O som das vozes tomou conta das ruas de Antananarivo. Gritos, tambores, passos firmes — uma multidão que há semanas protesta contra a fome, o apagão e o abandono. Mas, na manhã desta terça-feira (14), o eco da insatisfação ganhou outro tom: os militares de Madagascar anunciaram que tomaram o poder, derrubando o presidente Andry Rajoelina e mergulhando o país em mais um capítulo turbulento da sua história.
“Assumimos o poder”, declarou o coronel Michael Randrianirina, da unidade de elite CAPSAT, em rede nacional. Poucas palavras, mas o suficiente para estremecer um país que já vinha vivendo à beira do caos.

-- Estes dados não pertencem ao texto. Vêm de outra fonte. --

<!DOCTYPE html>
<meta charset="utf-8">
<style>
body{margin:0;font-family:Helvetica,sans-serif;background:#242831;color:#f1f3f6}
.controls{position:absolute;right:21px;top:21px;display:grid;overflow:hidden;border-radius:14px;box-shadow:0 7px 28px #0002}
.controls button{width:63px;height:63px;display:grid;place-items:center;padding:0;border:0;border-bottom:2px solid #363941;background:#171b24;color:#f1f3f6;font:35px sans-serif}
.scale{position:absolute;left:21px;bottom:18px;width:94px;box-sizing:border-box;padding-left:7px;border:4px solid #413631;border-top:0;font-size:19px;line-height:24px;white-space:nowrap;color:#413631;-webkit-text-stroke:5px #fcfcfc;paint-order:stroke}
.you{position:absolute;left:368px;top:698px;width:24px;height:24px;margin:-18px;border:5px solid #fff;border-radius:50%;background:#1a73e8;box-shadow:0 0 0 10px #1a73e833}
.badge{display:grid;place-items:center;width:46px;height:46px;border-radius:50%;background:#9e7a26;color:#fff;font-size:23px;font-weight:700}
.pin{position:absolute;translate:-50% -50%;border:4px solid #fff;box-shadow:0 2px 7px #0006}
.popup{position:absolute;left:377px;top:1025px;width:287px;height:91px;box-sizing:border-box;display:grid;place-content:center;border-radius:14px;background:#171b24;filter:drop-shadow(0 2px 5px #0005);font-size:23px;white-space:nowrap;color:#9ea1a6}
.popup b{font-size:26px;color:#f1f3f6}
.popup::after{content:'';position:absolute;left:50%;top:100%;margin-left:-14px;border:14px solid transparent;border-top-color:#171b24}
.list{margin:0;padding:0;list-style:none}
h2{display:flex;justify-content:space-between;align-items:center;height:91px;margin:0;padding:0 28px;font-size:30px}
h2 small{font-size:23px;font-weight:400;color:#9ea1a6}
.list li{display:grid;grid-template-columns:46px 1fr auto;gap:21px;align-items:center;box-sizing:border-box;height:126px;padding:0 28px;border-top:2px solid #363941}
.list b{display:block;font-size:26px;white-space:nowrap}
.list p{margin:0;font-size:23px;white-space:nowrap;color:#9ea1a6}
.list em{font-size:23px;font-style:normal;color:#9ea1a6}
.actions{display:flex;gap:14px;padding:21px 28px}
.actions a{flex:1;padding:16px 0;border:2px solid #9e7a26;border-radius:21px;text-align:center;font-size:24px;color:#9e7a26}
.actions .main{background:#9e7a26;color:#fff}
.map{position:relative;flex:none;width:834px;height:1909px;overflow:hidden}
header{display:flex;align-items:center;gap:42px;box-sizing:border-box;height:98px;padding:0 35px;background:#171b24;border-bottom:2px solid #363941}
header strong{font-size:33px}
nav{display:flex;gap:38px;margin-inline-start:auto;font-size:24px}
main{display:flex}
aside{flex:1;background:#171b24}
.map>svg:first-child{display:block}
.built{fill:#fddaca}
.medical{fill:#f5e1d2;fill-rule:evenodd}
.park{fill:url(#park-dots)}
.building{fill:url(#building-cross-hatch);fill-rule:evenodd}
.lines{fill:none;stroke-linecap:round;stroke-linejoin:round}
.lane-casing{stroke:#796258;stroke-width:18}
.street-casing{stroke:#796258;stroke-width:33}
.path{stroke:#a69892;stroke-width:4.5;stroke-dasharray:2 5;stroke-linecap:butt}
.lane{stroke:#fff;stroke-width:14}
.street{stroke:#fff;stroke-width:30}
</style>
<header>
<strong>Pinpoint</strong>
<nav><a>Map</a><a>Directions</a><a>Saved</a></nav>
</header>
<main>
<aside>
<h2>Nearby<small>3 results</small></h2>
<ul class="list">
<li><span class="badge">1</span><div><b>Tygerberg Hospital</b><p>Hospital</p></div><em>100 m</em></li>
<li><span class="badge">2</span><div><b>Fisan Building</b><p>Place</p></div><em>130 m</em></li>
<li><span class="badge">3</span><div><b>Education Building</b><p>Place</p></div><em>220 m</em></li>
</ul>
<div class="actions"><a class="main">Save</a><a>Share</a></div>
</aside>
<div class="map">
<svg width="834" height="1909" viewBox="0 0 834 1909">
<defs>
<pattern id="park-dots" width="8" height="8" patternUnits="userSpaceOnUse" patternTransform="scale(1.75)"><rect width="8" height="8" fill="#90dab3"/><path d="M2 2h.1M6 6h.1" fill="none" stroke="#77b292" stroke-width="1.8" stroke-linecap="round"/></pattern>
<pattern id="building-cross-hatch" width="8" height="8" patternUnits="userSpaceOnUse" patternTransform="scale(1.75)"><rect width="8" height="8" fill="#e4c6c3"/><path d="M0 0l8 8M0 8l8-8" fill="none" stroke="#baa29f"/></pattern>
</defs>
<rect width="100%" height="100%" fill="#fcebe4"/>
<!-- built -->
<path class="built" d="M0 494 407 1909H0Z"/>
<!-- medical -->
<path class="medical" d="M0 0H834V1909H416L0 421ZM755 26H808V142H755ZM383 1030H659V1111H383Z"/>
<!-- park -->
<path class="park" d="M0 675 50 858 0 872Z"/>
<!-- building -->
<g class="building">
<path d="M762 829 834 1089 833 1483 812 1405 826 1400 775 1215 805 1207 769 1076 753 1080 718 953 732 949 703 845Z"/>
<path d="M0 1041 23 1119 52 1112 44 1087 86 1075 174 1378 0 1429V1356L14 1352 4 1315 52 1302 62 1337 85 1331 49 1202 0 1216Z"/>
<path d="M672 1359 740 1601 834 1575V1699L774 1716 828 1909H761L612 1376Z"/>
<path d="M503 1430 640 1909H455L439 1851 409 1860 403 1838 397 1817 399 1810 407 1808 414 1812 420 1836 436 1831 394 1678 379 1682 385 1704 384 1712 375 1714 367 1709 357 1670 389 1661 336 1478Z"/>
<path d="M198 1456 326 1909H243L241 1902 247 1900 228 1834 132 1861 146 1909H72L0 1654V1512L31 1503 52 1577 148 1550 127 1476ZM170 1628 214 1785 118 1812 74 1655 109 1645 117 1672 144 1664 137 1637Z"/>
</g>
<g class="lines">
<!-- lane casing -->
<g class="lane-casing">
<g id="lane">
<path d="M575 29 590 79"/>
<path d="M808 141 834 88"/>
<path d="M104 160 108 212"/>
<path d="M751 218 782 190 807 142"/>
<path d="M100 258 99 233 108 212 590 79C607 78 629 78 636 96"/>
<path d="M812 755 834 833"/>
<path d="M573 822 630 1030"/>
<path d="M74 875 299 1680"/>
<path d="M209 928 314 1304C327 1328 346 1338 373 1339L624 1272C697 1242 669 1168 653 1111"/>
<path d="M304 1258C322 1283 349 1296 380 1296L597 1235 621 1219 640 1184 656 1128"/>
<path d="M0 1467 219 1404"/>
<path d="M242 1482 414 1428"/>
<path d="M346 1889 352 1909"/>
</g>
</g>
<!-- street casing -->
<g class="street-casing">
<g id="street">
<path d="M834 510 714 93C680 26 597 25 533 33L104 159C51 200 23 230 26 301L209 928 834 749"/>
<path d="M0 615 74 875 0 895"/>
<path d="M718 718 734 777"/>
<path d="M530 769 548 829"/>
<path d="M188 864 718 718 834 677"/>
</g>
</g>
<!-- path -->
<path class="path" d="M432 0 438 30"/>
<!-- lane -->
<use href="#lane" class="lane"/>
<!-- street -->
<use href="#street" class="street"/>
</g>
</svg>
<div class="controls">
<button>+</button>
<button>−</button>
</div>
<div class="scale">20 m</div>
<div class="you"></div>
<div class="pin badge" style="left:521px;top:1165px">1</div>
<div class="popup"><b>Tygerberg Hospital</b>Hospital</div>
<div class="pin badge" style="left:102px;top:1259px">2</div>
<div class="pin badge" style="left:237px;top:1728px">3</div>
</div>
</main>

O movimento militar veio logo após o impeachment de Rajoelina, aprovado pelo Parlamento em meio a protestos que tomaram conta das principais cidades. O presidente, que havia tentado dissolver a Assembleia Nacional na véspera para evitar a votação, perdeu o controle político e o apoio popular.

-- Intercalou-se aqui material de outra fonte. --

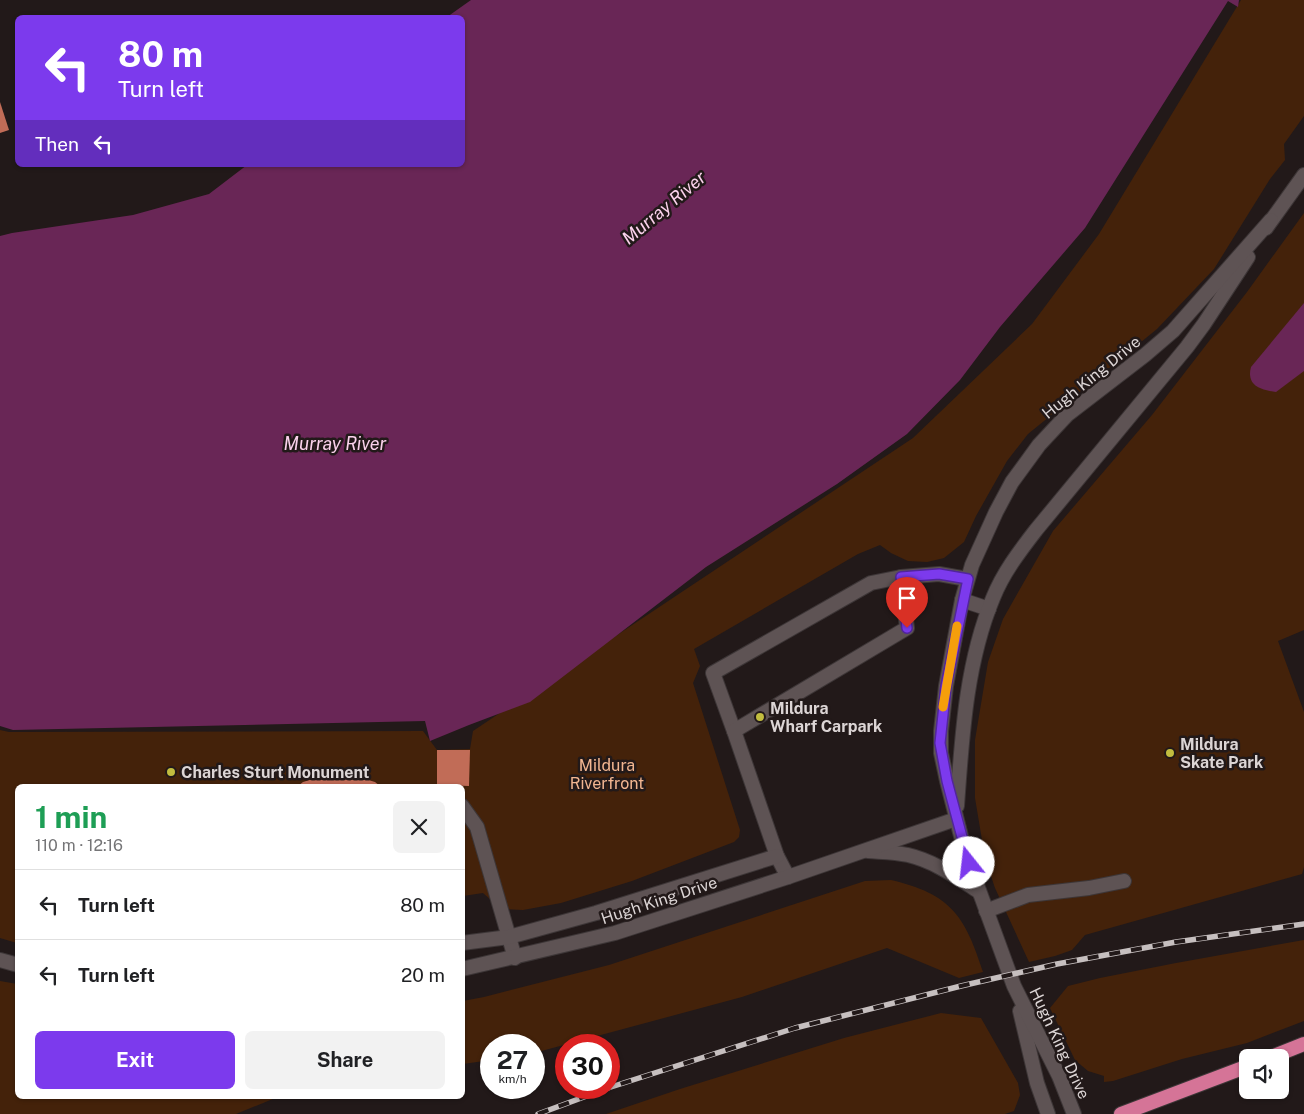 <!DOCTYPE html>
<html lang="en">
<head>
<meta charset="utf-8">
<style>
  :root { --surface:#fff; --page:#f2f2f2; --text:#202124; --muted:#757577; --line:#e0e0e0; --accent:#7c3aed }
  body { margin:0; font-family:"Public Sans",sans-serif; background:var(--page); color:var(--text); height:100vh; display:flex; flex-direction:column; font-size:19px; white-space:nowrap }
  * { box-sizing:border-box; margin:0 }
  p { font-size:16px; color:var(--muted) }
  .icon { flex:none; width:28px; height:28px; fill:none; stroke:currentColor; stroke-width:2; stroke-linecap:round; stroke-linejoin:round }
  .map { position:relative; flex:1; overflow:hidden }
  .side { position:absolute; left:15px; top:784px; width:450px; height:315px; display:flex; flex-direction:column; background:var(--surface); border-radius:8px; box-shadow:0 1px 4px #0004 }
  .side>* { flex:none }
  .banner { position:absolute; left:15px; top:15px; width:450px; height:152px; border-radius:8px; box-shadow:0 1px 4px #0004; background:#7c3aed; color:#fff; overflow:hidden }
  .fabs { position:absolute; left:1239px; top:1049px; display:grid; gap:10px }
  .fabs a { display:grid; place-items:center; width:50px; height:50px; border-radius:8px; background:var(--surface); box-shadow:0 1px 4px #0004; font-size:25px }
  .speed { position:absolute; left:480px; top:1034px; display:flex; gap:10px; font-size:25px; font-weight:700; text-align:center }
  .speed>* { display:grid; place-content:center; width:65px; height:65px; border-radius:50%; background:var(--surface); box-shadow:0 1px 4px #0004; line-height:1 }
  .speed small { font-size:12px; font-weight:400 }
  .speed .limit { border:8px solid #d22; background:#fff; color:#111 }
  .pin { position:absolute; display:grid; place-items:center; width:42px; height:42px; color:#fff; margin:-51px -21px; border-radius:50% 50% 50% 0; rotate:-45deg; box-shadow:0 0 5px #0007 }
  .pin .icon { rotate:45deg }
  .me { position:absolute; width:55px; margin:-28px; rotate:344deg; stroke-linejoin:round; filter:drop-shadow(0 0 4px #0008) }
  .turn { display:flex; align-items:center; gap:18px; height:105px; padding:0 20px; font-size:22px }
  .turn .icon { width:65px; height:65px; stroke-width:2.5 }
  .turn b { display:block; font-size:35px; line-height:42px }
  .then { display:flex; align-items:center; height:48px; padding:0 20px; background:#0003; gap:10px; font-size:19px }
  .round { display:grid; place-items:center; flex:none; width:52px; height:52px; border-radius:8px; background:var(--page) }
  .overview { display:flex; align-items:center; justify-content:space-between; height:85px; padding:0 20px }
  h1 { font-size:30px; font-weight:700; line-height:38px; color:#1e9e55 }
  .primary-button { display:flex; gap:10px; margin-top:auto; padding:10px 20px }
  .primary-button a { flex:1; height:58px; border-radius:8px; background:var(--accent); color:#fff; font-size:20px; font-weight:700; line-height:58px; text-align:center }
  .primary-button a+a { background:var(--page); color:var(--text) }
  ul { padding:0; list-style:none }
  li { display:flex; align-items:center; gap:15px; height:70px; padding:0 20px; border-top:1px solid var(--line) }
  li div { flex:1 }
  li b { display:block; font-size:19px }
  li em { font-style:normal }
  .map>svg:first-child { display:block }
</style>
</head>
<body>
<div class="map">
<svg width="1304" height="1114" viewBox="0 0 1304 1114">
  <rect width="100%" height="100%" fill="#221919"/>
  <g fill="#44220a">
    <polygon points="1241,0 1304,0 1304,116 1284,144 1285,160 1270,179 1214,269 1157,329 1028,434 1007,461 976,516 964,542 944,558 927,562 908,561 891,553 880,545 858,554 694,649 700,666 693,683 740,830 739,837 734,842 632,881 561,903 523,910 501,909 483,893 463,896 462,786 18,786 17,943 0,938 0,730 9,732 423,731 437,750 470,749 473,731 913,438 1032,324 1099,234"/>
    <polygon points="1304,213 1304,630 1278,641 1304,712 1304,867 1302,874 1085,935 1072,950 1055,956 1029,962 995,888 985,858 975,798 975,740 988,662 1003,619 1053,531 1152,415 1247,292"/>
    <path d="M 891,880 C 951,894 965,916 983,972 L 959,978 L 887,948 L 742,997 L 534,1053 L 534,1045 L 491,1045 L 491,1060 L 463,1064 L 463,1001 L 484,997 L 609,965 L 865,881 Z"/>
    <polygon points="1304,940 1304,1021 1247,1043 1182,1059 1113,1081 1104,1082 1104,1076 1088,1071 1075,1060 1050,1008 1068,986 1100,978 1176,963"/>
    <polygon points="0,981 17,984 18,1096 280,1096 236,1114 0,1114"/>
    <polygon points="941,1013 981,1018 1018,1083 1020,1095 1014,1111 1005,1114 606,1114 680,1089 844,1038"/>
  </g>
  <g fill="#692656">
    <polygon points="471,0 1239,0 1238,7 1228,1 1085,228 1000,327 960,380 907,434 837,484 706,567 530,702 469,725 430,741 425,721 13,730 0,726 0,236 12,233 133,215 209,194 247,165 462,165 462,18 447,17"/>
    <path d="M 1304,303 L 1304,371 L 1276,392 C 1261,390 1246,386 1251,367 Z"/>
  </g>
  <g fill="#c16c57">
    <polygon points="0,102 9,130 0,133"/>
    <polygon points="437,750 470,750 469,786 437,785"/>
    <polygon points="326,775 352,775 375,782 380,786 298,786 303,782"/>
  </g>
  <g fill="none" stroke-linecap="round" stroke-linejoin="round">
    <defs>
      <g id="service">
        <polyline points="734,731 713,673 871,583 901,577"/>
        <polyline points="462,806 477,827 515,958"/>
        <polyline points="788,877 777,856 734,731 907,628 901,577 939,574 967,579"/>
        <polyline points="986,911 1028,895 1089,888 1124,881"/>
        <polyline points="462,943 509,937 596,913 777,856"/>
      </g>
      <g id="minor">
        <polyline points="1266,228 1304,175"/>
        <polyline points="962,600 989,609"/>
        <path d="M 957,806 C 962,736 966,663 993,598 C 1003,573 1019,552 1036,530 L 1187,347 L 1204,324 L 1248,257"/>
        <path d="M 868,851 C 881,852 895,852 908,855 C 934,861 956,877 978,891"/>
        <polyline points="0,960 18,965"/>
        <polyline points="462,969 615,933 788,877 956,819"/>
        <polyline points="1020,1011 1037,1083 1048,1114"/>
        <polyline points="1074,1114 1059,1076 1014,986 965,852 947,781 941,753 941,731 946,686 962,600 972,565 996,512 1012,482 1039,445 1067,415 1145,355 1173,331 1271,220"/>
      </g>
      <g id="trunk">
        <polyline points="1269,1058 1304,1044"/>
        <polyline points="1121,1114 1248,1066"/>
      </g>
    </defs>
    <use href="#service" stroke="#3d3637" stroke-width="16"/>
    <use href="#minor" stroke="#3d3637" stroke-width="16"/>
    <use href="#trunk" stroke="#3d3637" stroke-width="16"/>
    <use href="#service" stroke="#5e5354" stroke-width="14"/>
    <use href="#minor" stroke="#5e5354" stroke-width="14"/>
    <use href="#trunk" stroke="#d57497" stroke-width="14"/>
    <defs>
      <polyline id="rail" points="538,1114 611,1087 795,1028 961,986 1057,964 1176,942 1304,924"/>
    </defs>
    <use href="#rail" stroke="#c6bfbf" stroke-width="5.5"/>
    <use href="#rail" stroke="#221919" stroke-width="4" stroke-dasharray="11" stroke-linecap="butt"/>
  </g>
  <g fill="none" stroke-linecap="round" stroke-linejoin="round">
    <defs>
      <polyline id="route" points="907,628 901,577 939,574 968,579 946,686 940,743 947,781 969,863"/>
    </defs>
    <use href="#route" stroke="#51269a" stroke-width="12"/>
    <use href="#route" stroke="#7c3aed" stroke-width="9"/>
    <polyline stroke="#f59e0b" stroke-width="9" points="943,707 957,626"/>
  </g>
  <g fill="#c2bd3f" stroke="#221919" stroke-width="2">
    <circle cx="760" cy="717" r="5"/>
    <circle cx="1170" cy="753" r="5"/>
    <circle cx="171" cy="772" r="5"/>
  </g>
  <g text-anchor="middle" stroke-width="5" stroke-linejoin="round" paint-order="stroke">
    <g font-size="16" fill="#dcd5d5" stroke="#221919">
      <text transform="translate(1091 377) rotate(-39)" y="6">Hugh King Drive</text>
      <text transform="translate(659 900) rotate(-18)" y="6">Hugh King Drive</text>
      <text transform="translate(1060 1043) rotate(65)" y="6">Hugh King Drive</text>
    </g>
    <g font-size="16" font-weight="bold" fill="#dcd5d5" stroke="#221919" text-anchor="start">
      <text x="770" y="714">Mildura<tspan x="770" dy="18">Wharf Carpark</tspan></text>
      <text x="1180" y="750">Mildura<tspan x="1180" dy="18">Skate Park</tspan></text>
      <text x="181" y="778">Charles Sturt Monument</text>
    </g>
    <g font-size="16" fill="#f2b691" stroke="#221919">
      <text x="607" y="771">Mildura<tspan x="607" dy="18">Riverfront</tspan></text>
    </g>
    <g font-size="18" font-style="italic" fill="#fbd2ec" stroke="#221919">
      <text transform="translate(664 208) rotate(-40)" y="6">Murray River</text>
      <text x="335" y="450">Murray River</text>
    </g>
  </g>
</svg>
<div class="fabs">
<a><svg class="icon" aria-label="sound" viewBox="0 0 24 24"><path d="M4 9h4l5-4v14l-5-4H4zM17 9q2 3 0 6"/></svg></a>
</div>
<div class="speed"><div>27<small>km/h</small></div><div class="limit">30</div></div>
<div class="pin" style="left:907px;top:628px;background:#d93025"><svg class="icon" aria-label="arrive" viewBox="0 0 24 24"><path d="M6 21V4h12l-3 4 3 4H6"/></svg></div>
<svg class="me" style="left:969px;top:863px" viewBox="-20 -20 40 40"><circle r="19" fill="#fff"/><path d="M0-13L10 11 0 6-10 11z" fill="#7c3aed"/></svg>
<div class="banner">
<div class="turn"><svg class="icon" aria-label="left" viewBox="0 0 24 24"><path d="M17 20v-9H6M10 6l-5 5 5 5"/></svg><div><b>80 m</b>Turn left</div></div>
<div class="then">Then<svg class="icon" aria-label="left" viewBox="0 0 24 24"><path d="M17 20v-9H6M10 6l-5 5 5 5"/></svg></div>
</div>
<section class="side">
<div class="overview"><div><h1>1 min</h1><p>110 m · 12:16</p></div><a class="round"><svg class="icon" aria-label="close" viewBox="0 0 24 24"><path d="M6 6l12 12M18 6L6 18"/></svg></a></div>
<ul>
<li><svg class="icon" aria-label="left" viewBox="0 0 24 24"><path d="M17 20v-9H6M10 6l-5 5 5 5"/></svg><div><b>Turn left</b></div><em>80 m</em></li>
<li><svg class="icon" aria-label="left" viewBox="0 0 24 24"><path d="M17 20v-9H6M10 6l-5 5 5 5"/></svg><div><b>Turn left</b></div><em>20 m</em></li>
</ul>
<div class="primary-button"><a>Exit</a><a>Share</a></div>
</section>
</div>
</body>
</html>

Um povo cansado de esperar
Nas ruas, o sentimento é o mesmo: cansaço. Cansaço de promessas vazias, de cortes diários de luz e água, da pobreza que parece não ter fim.
“Falta tudo. Água, energia, esperança. Mas sobra coragem”, disse um jovem manifestante, com o rosto pintado com as cores da bandeira de Madagascar.
Foi dessa coragem que nasceu o movimento Gen Z Mada, liderado por jovens que usaram as redes sociais para unir vozes e organizar atos pacíficos. Mas a repressão foi dura: a ONU fala em 22 mortos e mais de 100 feridos — números que o governo contesta, mas que a população sente na pele.
O presidente que fugiu da própria sombra
Andry Rajoelina, o presidente deposto, é uma figura controversa. Ex-DJ e empresário, chegou ao poder pela primeira vez em 2009 após um golpe militar — o mesmo destino que agora o derruba.
Nos últimos anos, seu governo foi marcado por denúncias de corrupção, crises econômicas e desconfiança popular. Mesmo assim, ele se manteve no poder, reeleito em 2018 e novamente em 2023.
Agora, seu paradeiro é incerto. Na noite anterior ao golpe, apareceu em uma transmissão ao vivo no Facebook, dizendo estar em um “local seguro”. Desde então, silêncio.
O eco da história e a força da resistência
A queda de Rajoelina não é apenas um fato político — é um reflexo de um país cansado de ser silenciado. Madagascar, ex-colônia francesa, vive há décadas entre golpes e esperanças. Mesmo com a independência proclamada em 1960, as feridas do domínio colonial ainda marcam sua trajetória.
Hoje, 75% da população vive abaixo da linha da pobreza. Apenas um terço tem acesso à eletricidade. E, ainda assim, é desse mesmo povo que nasce a força para recomeçar.
O ex-presidente Marc Ravalomanana, rival político e voz da oposição, falou sobre a necessidade de reconstrução:
“Há um vazio de poder. A solução não é vingança, nem confusão. É uma transição pacífica, inclusiva e responsável.”
Entre o caos e a esperança
Enquanto os militares prometem criar um comitê de transição e a União Africana condena a interferência, as ruas continuam cheias. Não de armas, mas de vozes. De mãos erguidas. De sonhos que teimam em não morrer.
Porque, no fim, a história de Madagascar é a história de muitos povos africanos: um ciclo de dor, resistência e fé.
E, mesmo em meio ao caos, há quem ainda acredite que das ruínas pode nascer um novo país — guiado não por fardas, mas pela voz de quem nunca deixou de lutar.